What to do —
Exact copy, pictures excluded: write out every line below.
----------
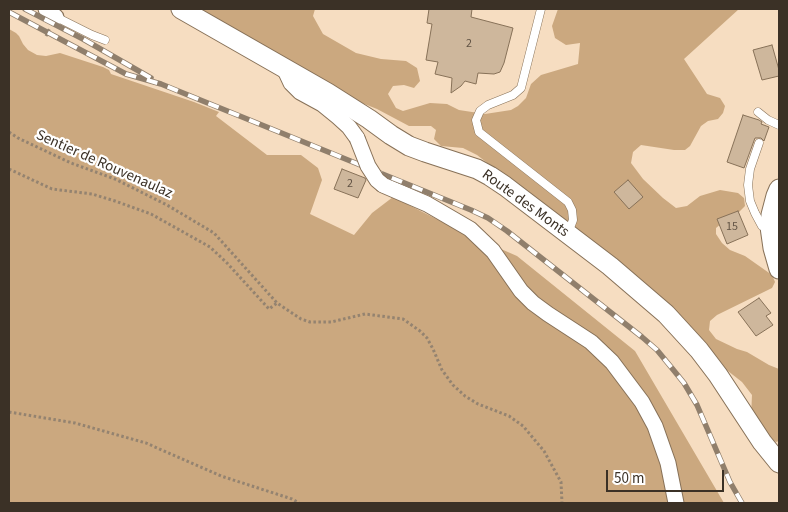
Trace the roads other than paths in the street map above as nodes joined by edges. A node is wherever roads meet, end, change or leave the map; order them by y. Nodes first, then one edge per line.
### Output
1 (181, 9) edge
2 (541, 9) edge
3 (51, 13) edge
4 (105, 40) dead end
5 (284, 68) junction
6 (758, 112) dead end
7 (779, 125) edge
8 (759, 143) dead end
9 (779, 189) edge
10 (770, 227) junction
11 (567, 234) junction
12 (779, 269) edge
13 (779, 463) edge
14 (676, 503) edge

1 - 5 street, Route des Monts
2 - 11 lane
3 - 4 lane
5 - 11 street, Route des Monts
5 - 14 street, bridge
6 - 7 lane
8 - 10 lane
9 - 10 street
10 - 12 street
11 - 13 street, Route des Monts

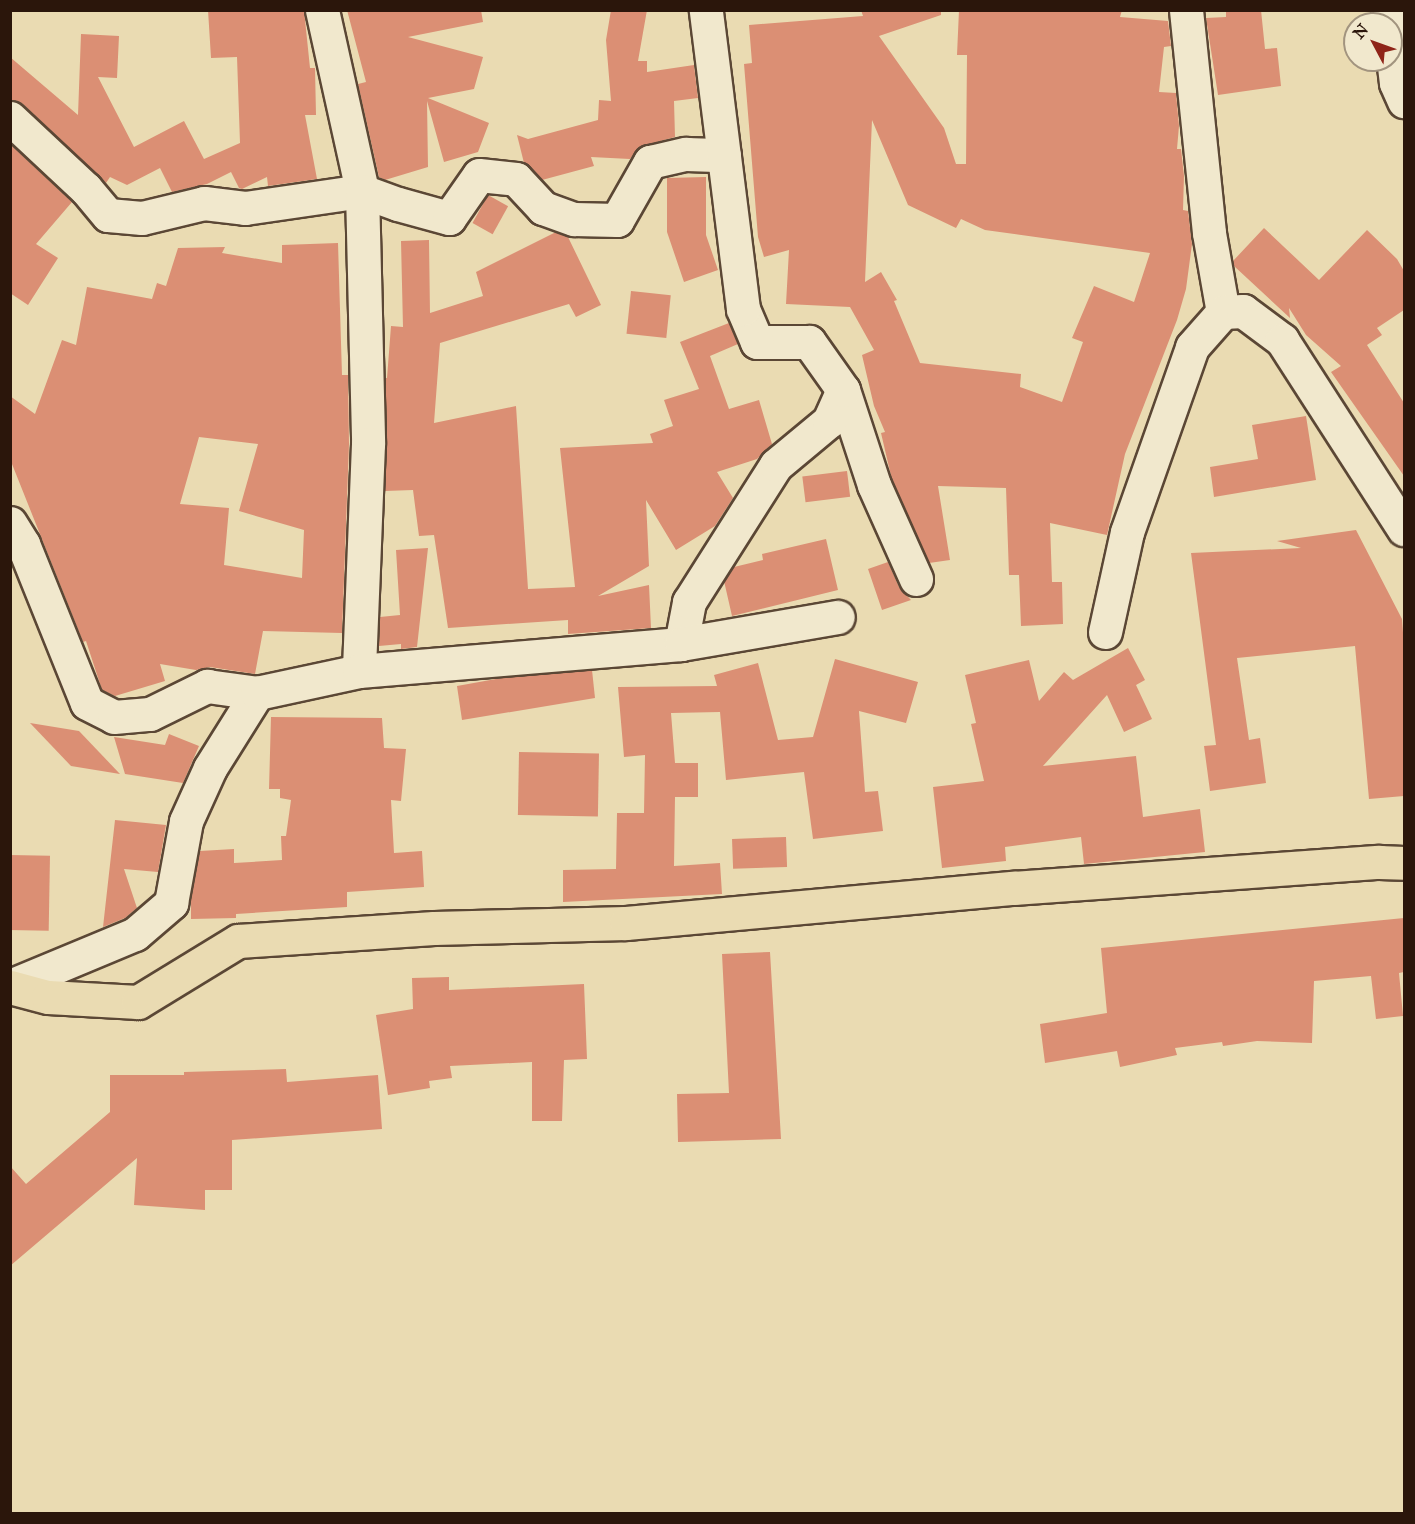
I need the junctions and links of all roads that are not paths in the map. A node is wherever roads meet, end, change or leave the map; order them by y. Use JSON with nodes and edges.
{"nodes":[{"id":1,"x":322,"y":10,"type":"edge"},
{"id":2,"x":706,"y":10,"type":"edge"},
{"id":3,"x":1186,"y":10,"type":"edge"},
{"id":4,"x":1395,"y":72,"type":"edge"},
{"id":5,"x":1404,"y":101,"type":"edge"},
{"id":6,"x":10,"y":118,"type":"edge"},
{"id":7,"x":724,"y":155,"type":"junction"},
{"id":8,"x":362,"y":191,"type":"junction"},
{"id":9,"x":1223,"y":312,"type":"junction"},
{"id":10,"x":843,"y":390,"type":"junction"},
{"id":11,"x":10,"y":523,"type":"edge"},
{"id":12,"x":1404,"y":529,"type":"edge"},
{"id":13,"x":916,"y":579,"type":"dead end"},
{"id":14,"x":838,"y":617,"type":"dead end"},
{"id":15,"x":1105,"y":632,"type":"dead end"},
{"id":16,"x":681,"y":644,"type":"junction"},
{"id":17,"x":359,"y":671,"type":"junction"},
{"id":18,"x":257,"y":693,"type":"junction"},
{"id":19,"x":1404,"y":863,"type":"edge"},
{"id":20,"x":10,"y":987,"type":"edge"}],
"edges":[{"from":1,"to":8,"type":"street"},
{"from":2,"to":7,"type":"street"},
{"from":3,"to":9,"type":"street"},
{"from":4,"to":5,"type":"street"},
{"from":6,"to":8,"type":"street"},
{"from":7,"to":8,"type":"street"},
{"from":7,"to":10,"type":"street"},
{"from":8,"to":17,"type":"street"},
{"from":9,"to":12,"type":"street"},
{"from":9,"to":15,"type":"street"},
{"from":10,"to":13,"type":"street"},
{"from":10,"to":16,"type":"street"},
{"from":11,"to":18,"type":"street"},
{"from":14,"to":16,"type":"street"},
{"from":16,"to":17,"type":"street"},
{"from":17,"to":18,"type":"street"},
{"from":18,"to":20,"type":"street"},
{"from":19,"to":20,"type":"main road"}]}
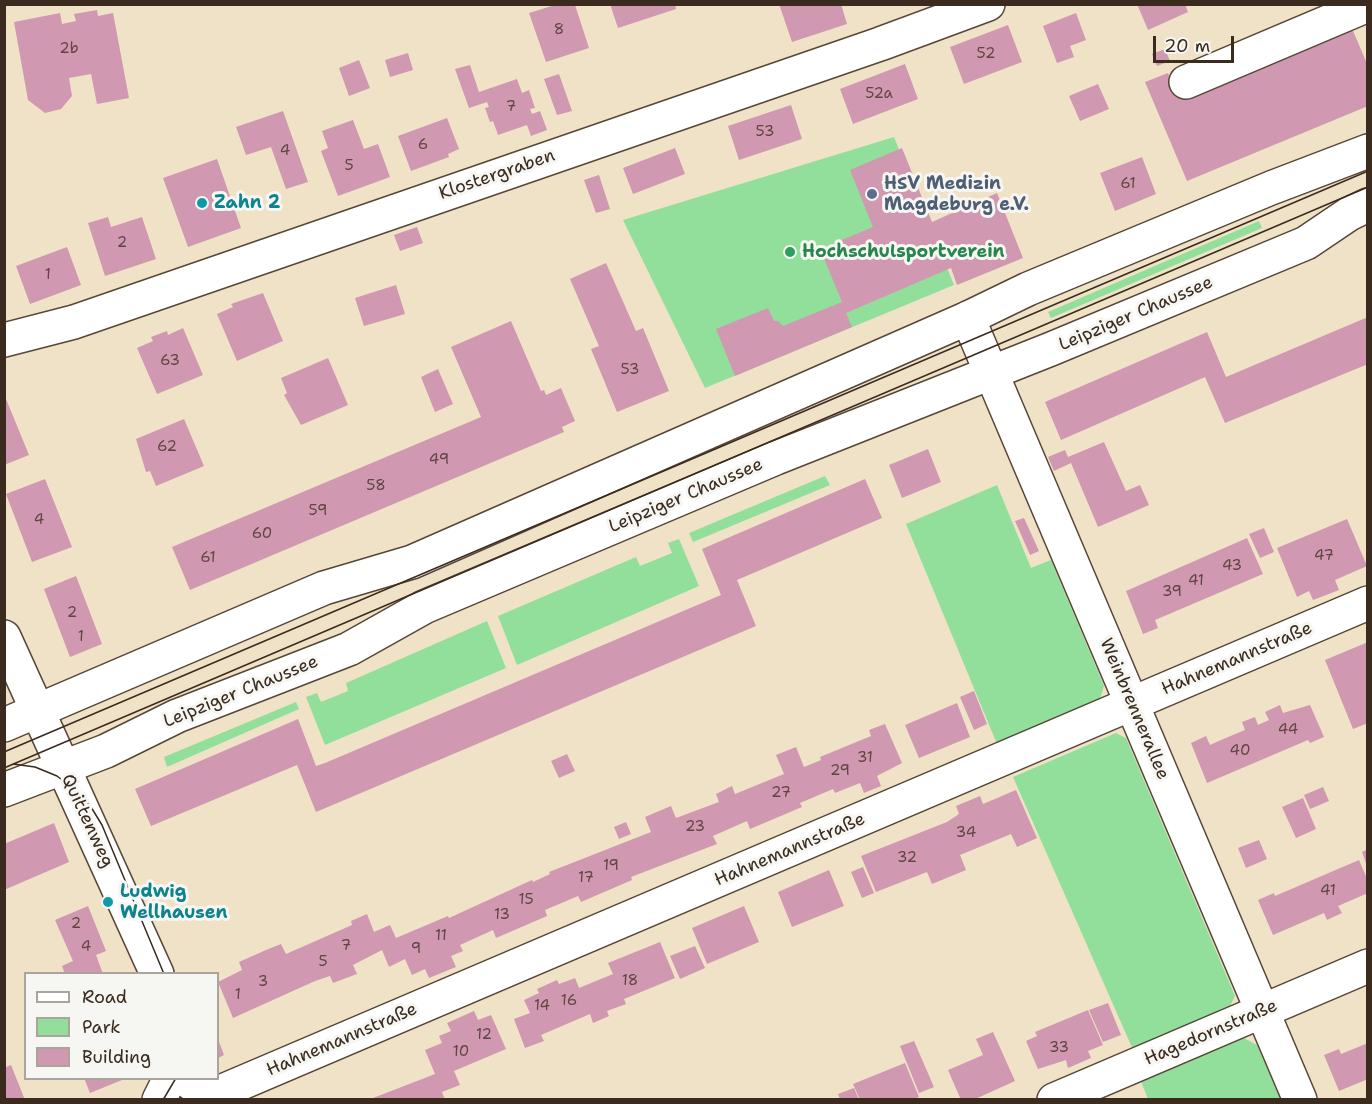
----------
Exercise output —
Trace the roads other than paths in the street map above as nodes joined by edges. A node is wherever roads meet, end, change or leave the map; order them by y. Nodes first, then one edge per line.
### Output
1 (181, 9) edge
2 (541, 9) edge
3 (51, 13) edge
4 (105, 40) dead end
5 (284, 68) junction
6 (758, 112) dead end
7 (779, 125) edge
8 (759, 143) dead end
9 (779, 189) edge
10 (770, 227) junction
11 (567, 234) junction
12 (779, 269) edge
13 (779, 463) edge
14 (676, 503) edge

1 - 5 street, Route des Monts
2 - 11 lane
3 - 4 lane
5 - 11 street, Route des Monts
5 - 14 street, bridge
6 - 7 lane
8 - 10 lane
9 - 10 street
10 - 12 street
11 - 13 street, Route des Monts

I need the junctions and links of all roads that are not paths in the map. A node is wherever roads meet, end, change or leave the map; order them by y. Use JSON with nodes and edges.
{"nodes":[{"id":1,"x":322,"y":10,"type":"edge"},
{"id":2,"x":706,"y":10,"type":"edge"},
{"id":3,"x":1186,"y":10,"type":"edge"},
{"id":4,"x":1395,"y":72,"type":"edge"},
{"id":5,"x":1404,"y":101,"type":"edge"},
{"id":6,"x":10,"y":118,"type":"edge"},
{"id":7,"x":724,"y":155,"type":"junction"},
{"id":8,"x":362,"y":191,"type":"junction"},
{"id":9,"x":1223,"y":312,"type":"junction"},
{"id":10,"x":843,"y":390,"type":"junction"},
{"id":11,"x":10,"y":523,"type":"edge"},
{"id":12,"x":1404,"y":529,"type":"edge"},
{"id":13,"x":916,"y":579,"type":"dead end"},
{"id":14,"x":838,"y":617,"type":"dead end"},
{"id":15,"x":1105,"y":632,"type":"dead end"},
{"id":16,"x":681,"y":644,"type":"junction"},
{"id":17,"x":359,"y":671,"type":"junction"},
{"id":18,"x":257,"y":693,"type":"junction"},
{"id":19,"x":1404,"y":863,"type":"edge"},
{"id":20,"x":10,"y":987,"type":"edge"}],
"edges":[{"from":1,"to":8,"type":"street"},
{"from":2,"to":7,"type":"street"},
{"from":3,"to":9,"type":"street"},
{"from":4,"to":5,"type":"street"},
{"from":6,"to":8,"type":"street"},
{"from":7,"to":8,"type":"street"},
{"from":7,"to":10,"type":"street"},
{"from":8,"to":17,"type":"street"},
{"from":9,"to":12,"type":"street"},
{"from":9,"to":15,"type":"street"},
{"from":10,"to":13,"type":"street"},
{"from":10,"to":16,"type":"street"},
{"from":11,"to":18,"type":"street"},
{"from":14,"to":16,"type":"street"},
{"from":16,"to":17,"type":"street"},
{"from":17,"to":18,"type":"street"},
{"from":18,"to":20,"type":"street"},
{"from":19,"to":20,"type":"main road"}]}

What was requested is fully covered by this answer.